Bu çalışmada, bir rüzgâr türbinine ait kanat hatve açısı zamanla değişen rüzgâr hızı varlığında kontrol edilmeye çalışılmıştır. Böylece rüzgâr türbin sisteminin çıkış gücünün nominal çıkış gücünde tutulması ve oluşabilecek zararlardan sistemin korunması amaçlanmıştır. Bu amaçla PD (oransal-türevsel), PI (oransal-integral) ve PID (oransal-türevsel-integral) denetleyici yapıları kullanılmıştır. Denetleyicilere ait parametreler literatürde oldukça yeni olan metasezgisel optimizasyon algoritması olan yapay sinek kuşu algoritması (Artificial Hummingbird Algorithm-AHA) ile optimize edilmiştir. Her üç denetleyiciye ait parametrelerin optimizasyonu için 30 bağımsız yürütme gerçekleştirilmiş ve bu yürütmelere ait istatistiksel veriler değerlendirilmiştir. Rüzgâr türbininin modellenmesi, optimizasyonu ve kontrol çalışmaları Matlab/Simulink’te gerçekleştirilmiştir. Elde edilen standart sapma değerleri karşılaştırıldığında optimizasyon süreci boyunca AHA tabanlı PID denetleyicinin (AHA-PID) daha kararlı ve gürbüz sonuçlar ürettiği görülmektedir. Elde edilen sonuçlara göre, rüzgâr türbini çıkış gücünün nominal seviyesi için geçiş cevabı açısından AHA tabanlı PD denetleyici (AHA-PD) daha hızlı ve daha başarılıdır.

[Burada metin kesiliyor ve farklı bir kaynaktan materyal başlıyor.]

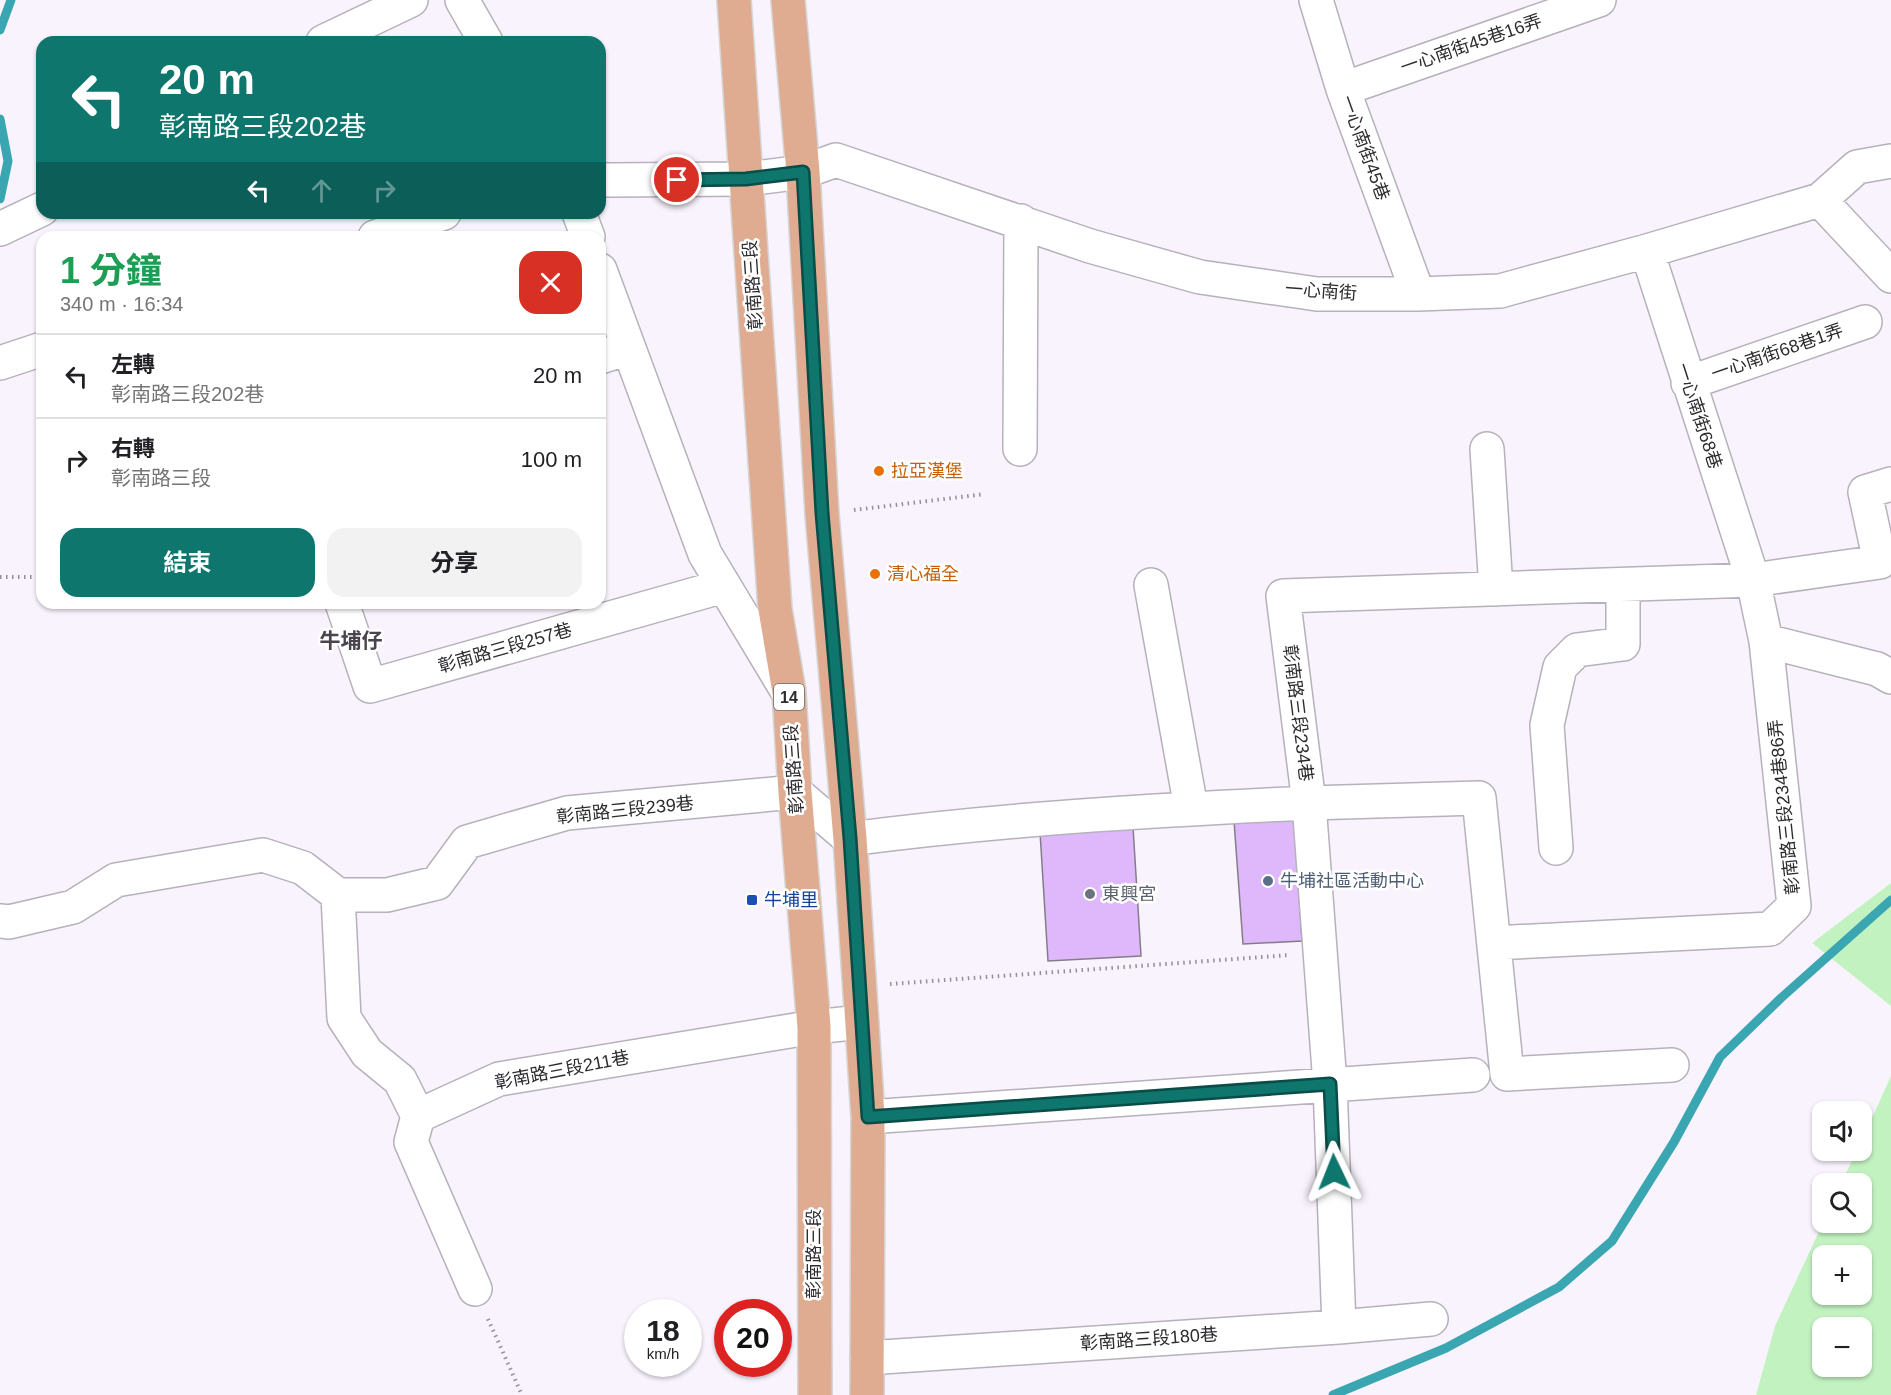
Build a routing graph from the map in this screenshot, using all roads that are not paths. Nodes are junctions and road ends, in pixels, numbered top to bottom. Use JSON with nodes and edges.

Optimal Control of Blade Pitch Angle of a Wind Turbine with AHA Based PID Type Controllers

In this study, the blade pitch angle of a wind turbine was tried to be controlled in the presence of time-varying wind speed. Thus, it is aimed to maintain the output power of the wind turbine system at its nominal output power and to protect the system from potential damages. For this purpose, PD (proportional-derivative), PI (proportional-integral) and PID (proportional-derivative-integral) controller structures were used. The parameters of the controllers are optimized with the Artificial Hummingbird Algorithm (AHA), which is a brand-new metaheuristic optimization algorithm in the literature. 30 independent runs were performed for the optimization process and the statistical data of these runs were evaluated. Modeling, optimization, and control studies of the wind turbine were carried out in Matlab/Simulink. When the obtained standard deviation values are compared, it is seen that the AHA-based PID controller (AHA-PID) produces more stable and robust results during the optimization process. According to the obtained results, the AHA-based PD controller (AHA-PD) is faster and more successful in terms of transient response for the nominal level of wind turbine output power.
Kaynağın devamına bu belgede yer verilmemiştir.